Last week we shared a white paper, ‘The State of Inbound’ in association with HubSpot, the marketing platform. What do these two things have in common? The articulation of a shift in B2B marketing to more creative and visually led content as well as a change in sales approach from the hard sell to that of a trusted advisor. This has of course long been the case in B2C marketing but B2B marketing has perhaps been late in joining the party.

There’s an interesting piece by Shelley Lucas on LinkedIn at the moment - “Marketing’s Creative Suicide” which has aroused a huge response and a long and opinionated thread. In her piece, Lucas highlights the fact that many tech CMOs come from an engineering or computer science background which has led to marketing becoming more of a science than an art. What’s the issue I hear you cry?

Science is essential to the marketing process. Creativity should be applied once objectives have been understood. Lucas cites authors Mike Fitzsimons and Sue Bradley who use the term ‘cultural lobotomy’ to reference the repeated divorce of creativity from logic. She also references recent headlines, ‘The future of creativity in an automated world’ and ‘Don’t let an obsession with data kill your content marketing.’

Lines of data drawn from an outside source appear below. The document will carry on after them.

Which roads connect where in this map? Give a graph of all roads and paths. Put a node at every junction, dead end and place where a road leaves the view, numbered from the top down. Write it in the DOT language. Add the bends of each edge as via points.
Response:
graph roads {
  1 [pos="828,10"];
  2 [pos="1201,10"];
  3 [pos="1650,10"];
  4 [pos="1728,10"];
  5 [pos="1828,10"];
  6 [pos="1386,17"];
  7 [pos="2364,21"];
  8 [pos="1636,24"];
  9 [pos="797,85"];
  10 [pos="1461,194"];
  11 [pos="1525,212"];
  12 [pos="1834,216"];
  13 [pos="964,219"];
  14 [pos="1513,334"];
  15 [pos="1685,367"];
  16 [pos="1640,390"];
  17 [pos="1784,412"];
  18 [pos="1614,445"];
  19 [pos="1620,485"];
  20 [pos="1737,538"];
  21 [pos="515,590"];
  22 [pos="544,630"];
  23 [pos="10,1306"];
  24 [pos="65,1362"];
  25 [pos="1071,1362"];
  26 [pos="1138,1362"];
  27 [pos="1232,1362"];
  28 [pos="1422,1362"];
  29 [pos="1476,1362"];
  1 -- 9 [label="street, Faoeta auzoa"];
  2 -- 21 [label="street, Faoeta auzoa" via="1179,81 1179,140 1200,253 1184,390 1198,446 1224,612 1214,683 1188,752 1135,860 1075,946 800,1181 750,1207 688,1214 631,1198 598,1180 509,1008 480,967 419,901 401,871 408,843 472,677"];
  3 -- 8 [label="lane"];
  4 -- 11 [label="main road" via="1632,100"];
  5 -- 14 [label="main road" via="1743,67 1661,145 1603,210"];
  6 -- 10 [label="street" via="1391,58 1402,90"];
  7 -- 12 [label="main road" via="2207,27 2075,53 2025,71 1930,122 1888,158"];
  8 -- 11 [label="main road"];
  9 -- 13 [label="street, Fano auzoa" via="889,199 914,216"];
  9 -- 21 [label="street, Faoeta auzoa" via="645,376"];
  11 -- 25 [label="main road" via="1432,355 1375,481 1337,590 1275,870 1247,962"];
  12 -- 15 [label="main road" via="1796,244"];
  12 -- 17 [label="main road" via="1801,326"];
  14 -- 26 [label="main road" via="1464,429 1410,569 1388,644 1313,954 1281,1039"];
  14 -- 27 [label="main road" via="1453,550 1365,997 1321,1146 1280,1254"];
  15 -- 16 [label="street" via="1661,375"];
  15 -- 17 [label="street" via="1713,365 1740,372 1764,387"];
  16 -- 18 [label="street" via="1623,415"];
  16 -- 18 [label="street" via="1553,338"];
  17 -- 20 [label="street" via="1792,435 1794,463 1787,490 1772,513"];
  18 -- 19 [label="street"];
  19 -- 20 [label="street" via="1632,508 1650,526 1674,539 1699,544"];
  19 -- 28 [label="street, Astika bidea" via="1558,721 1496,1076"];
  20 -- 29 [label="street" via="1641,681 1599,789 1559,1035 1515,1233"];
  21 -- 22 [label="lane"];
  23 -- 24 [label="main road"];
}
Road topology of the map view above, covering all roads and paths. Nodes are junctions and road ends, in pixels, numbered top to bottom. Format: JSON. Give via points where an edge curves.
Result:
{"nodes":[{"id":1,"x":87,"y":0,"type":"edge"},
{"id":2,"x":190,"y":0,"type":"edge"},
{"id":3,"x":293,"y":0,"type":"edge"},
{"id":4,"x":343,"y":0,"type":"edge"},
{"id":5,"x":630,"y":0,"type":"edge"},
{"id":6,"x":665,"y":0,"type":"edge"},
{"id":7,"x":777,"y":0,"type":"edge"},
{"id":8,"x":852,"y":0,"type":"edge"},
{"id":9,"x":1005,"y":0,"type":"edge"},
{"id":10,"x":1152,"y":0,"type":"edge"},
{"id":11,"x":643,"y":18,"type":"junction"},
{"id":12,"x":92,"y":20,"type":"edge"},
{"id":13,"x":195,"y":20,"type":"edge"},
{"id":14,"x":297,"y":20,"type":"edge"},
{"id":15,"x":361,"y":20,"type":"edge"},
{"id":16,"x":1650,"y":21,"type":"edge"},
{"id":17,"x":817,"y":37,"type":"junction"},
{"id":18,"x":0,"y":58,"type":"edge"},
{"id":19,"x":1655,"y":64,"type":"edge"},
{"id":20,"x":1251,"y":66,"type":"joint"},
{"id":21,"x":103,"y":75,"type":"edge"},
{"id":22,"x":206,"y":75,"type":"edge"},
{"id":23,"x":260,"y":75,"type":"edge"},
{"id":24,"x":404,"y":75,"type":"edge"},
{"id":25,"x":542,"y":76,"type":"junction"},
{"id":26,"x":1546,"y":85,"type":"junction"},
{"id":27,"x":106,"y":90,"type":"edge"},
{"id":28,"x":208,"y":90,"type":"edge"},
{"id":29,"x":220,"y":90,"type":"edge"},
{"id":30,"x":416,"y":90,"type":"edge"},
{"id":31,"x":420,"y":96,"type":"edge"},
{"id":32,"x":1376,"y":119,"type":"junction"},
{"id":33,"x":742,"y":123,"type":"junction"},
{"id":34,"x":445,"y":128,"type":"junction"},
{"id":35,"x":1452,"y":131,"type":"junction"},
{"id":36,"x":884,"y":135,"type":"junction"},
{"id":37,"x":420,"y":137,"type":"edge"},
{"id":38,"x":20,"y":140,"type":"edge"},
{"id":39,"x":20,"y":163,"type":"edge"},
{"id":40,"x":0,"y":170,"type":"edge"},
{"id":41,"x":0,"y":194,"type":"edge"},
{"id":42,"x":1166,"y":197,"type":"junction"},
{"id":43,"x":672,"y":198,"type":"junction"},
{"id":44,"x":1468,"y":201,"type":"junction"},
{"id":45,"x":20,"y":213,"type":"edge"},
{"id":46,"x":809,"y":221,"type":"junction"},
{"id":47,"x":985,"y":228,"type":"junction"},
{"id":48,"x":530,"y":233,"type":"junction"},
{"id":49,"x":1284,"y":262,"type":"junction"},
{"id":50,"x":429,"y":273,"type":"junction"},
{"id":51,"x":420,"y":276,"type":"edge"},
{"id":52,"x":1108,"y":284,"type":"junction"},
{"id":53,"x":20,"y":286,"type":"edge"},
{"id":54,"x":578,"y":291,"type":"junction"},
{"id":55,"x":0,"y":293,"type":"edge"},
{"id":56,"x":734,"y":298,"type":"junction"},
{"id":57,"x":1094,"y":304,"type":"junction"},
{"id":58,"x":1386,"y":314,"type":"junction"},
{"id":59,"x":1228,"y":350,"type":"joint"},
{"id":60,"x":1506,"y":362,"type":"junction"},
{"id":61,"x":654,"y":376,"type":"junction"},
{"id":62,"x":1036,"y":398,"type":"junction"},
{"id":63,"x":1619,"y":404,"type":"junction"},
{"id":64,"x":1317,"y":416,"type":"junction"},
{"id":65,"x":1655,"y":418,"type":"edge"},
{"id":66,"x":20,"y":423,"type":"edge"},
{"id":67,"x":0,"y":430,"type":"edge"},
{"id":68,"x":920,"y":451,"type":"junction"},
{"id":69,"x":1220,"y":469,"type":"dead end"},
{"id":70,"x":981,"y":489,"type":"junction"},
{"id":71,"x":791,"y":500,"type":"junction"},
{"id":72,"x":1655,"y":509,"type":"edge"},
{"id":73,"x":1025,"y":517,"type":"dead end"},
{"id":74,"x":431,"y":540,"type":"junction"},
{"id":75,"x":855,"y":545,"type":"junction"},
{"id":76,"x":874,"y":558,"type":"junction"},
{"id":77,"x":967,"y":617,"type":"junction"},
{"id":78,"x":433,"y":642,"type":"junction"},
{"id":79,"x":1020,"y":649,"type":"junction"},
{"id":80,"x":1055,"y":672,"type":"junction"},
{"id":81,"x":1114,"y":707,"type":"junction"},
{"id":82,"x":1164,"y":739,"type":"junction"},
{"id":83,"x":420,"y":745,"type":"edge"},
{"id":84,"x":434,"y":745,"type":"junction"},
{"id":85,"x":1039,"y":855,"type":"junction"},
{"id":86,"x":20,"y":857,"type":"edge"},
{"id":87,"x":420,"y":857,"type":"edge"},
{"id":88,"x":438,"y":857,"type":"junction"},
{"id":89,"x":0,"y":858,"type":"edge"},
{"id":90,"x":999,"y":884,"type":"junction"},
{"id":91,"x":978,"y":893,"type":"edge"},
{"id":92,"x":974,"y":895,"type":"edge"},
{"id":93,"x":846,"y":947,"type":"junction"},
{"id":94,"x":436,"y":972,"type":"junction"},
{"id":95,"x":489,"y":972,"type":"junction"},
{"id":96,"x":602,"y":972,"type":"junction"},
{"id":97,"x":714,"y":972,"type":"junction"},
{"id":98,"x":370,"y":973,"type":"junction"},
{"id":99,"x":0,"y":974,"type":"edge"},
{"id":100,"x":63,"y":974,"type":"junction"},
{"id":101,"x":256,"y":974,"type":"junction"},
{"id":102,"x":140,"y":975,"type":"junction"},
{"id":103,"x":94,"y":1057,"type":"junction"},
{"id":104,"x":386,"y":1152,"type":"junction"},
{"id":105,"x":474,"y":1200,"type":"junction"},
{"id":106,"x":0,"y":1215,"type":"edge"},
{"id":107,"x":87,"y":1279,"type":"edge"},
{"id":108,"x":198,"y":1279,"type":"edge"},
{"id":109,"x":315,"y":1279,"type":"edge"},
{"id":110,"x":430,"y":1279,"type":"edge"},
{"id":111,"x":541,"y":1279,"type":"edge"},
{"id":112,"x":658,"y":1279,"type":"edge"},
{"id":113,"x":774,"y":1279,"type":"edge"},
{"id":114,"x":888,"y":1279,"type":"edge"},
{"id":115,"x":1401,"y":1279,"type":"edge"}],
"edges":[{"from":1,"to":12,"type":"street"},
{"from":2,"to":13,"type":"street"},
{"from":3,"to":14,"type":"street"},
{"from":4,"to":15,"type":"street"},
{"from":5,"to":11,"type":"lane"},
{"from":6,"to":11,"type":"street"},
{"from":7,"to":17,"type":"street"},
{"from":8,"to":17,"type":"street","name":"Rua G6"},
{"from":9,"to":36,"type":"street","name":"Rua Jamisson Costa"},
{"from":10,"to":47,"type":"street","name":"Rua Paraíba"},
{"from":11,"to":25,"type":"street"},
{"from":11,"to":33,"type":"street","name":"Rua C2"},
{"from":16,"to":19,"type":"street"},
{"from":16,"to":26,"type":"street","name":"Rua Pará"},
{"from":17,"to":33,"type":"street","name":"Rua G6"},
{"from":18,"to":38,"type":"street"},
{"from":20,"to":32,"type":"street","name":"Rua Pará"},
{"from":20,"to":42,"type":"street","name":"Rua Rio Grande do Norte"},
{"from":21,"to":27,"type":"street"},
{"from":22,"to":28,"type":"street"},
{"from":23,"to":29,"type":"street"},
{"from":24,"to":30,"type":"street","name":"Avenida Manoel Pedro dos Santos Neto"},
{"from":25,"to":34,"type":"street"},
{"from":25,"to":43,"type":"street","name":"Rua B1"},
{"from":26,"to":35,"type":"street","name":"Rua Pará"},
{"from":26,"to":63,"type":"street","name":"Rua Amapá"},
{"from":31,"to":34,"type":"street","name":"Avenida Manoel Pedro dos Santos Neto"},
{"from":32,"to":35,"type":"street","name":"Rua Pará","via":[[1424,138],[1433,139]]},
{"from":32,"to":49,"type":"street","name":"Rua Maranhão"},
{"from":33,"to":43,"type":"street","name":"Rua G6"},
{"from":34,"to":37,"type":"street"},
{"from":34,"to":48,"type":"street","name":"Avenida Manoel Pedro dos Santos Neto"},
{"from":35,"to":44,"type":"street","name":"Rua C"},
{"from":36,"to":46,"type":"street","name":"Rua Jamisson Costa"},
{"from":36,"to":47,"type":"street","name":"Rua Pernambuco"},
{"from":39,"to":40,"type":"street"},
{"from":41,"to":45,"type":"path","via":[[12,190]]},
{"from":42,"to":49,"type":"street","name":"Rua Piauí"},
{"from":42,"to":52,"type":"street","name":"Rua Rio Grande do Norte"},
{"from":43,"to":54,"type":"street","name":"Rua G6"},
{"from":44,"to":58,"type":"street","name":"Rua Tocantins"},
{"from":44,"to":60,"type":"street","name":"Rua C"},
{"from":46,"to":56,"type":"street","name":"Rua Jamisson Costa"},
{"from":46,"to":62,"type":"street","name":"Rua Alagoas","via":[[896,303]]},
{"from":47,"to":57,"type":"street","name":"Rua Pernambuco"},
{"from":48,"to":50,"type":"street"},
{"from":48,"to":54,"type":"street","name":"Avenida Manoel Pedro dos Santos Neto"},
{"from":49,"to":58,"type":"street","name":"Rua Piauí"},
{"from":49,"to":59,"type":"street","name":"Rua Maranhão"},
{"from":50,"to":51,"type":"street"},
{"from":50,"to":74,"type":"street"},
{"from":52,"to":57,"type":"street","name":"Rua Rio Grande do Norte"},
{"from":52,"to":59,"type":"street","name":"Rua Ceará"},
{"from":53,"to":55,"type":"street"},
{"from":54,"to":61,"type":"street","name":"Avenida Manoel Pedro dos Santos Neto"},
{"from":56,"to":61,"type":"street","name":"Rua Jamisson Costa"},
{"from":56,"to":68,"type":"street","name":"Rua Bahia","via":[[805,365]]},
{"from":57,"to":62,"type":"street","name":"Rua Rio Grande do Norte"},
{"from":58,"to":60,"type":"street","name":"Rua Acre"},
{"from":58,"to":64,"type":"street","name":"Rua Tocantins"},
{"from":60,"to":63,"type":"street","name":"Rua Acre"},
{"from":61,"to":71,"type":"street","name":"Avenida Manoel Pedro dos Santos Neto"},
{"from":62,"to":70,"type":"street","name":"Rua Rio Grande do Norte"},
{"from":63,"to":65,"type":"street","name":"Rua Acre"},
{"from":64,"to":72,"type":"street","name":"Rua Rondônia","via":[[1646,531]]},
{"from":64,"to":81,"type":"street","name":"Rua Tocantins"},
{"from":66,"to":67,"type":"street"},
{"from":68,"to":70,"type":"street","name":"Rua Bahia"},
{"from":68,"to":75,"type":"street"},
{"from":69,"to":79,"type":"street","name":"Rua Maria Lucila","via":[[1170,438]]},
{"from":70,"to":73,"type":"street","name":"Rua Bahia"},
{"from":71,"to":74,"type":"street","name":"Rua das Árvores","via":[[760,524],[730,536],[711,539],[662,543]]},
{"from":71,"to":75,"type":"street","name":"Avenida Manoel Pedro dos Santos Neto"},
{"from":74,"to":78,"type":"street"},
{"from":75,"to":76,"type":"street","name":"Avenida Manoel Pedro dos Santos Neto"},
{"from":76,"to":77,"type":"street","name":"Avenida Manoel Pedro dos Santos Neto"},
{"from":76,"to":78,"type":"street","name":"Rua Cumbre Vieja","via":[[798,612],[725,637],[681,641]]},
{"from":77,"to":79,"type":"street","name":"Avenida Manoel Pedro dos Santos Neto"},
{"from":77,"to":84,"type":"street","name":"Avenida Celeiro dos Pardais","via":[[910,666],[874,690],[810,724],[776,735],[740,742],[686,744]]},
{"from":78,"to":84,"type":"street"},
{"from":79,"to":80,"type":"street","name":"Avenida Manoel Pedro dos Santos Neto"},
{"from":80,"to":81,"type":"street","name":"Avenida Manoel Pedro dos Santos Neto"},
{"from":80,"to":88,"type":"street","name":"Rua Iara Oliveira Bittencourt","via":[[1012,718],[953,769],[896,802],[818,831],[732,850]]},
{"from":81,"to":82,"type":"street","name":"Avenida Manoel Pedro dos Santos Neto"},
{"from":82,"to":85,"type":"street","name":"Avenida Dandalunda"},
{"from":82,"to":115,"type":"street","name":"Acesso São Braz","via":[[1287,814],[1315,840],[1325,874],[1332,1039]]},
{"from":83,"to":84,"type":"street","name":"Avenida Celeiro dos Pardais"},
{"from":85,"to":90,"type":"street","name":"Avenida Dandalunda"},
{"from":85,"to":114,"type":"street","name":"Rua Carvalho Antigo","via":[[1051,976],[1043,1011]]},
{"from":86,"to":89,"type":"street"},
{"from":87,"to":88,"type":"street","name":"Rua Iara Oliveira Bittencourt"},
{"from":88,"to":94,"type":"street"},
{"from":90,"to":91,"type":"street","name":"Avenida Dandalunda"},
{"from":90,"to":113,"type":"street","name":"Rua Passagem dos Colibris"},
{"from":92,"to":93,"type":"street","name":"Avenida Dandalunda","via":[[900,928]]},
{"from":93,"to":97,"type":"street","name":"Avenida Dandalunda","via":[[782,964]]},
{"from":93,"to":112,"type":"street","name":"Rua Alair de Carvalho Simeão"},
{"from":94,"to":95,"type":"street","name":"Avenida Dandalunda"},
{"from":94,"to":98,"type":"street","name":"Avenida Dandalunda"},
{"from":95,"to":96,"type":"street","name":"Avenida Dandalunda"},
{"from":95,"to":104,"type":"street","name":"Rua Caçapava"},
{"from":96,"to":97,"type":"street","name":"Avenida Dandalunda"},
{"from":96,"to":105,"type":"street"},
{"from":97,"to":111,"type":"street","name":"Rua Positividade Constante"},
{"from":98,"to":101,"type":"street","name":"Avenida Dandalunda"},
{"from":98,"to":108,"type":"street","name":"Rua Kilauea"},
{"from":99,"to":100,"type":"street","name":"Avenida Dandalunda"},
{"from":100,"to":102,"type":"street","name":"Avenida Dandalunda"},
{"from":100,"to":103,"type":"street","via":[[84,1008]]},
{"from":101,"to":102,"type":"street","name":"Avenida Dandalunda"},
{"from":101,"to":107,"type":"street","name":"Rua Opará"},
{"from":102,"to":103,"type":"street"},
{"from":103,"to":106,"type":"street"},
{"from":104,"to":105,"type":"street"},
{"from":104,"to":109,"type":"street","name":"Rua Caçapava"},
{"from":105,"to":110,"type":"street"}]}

Now might be an appropriate time to come out and declare my interest. I spent over twenty years in the design industry before I joined Sherpa, a tech marketing agency, a couple of months ago. The move has been a revelation…process, automation, data, scale, trackability, measurability, analytics, bots! As Lucas says, we’re marketers, we’re trying to sell something, we’d be a fool to attempt to do this without data, analytics and technology. However, as currently seems to be on everyone’s lips, we need to make marketing more ‘human.’

The scientific skills we’re working so hard to master now might be the stuff robots end up doing in the future putting us all out of jobs with campaigns being fully automated with workflows and algorithms fully in charge. However, in David Burnand’s keynote he referenced the very large profit gains that B2B companies have made when they take an emotional rather than a rational approach to B2B marketing. We’re all human after all (until the bots run procurement which can’t be far off) and we all generally acknowledge the line between home and work and business and personal are becoming more and more blurred and at every point we are a consumer.

So, a plea! Let’s acknowledge The World Economic Forum’s top ten skills for workers list with creativity ranking an impressive number three (out of ten) up seven places from 2015. Whilst recognising the value of science, process and analytics let’s not forget the hook, the reason to believe and the creative execution. As Burnand noted in his talk, design is key to customer experience (whether B2B or B2C) and I’ll leave you with some numbers rather than pictures…

41% of marketers report a greater market share as a result of design and 50% report more satisfied and loyal customers (Source: 2016 Forrester Study on Design). So, let’s not commit creative suicide but rather employ technology to track and measure our creative endeavours and fend off the bots from their complete cultural lobotomy of the marketing process.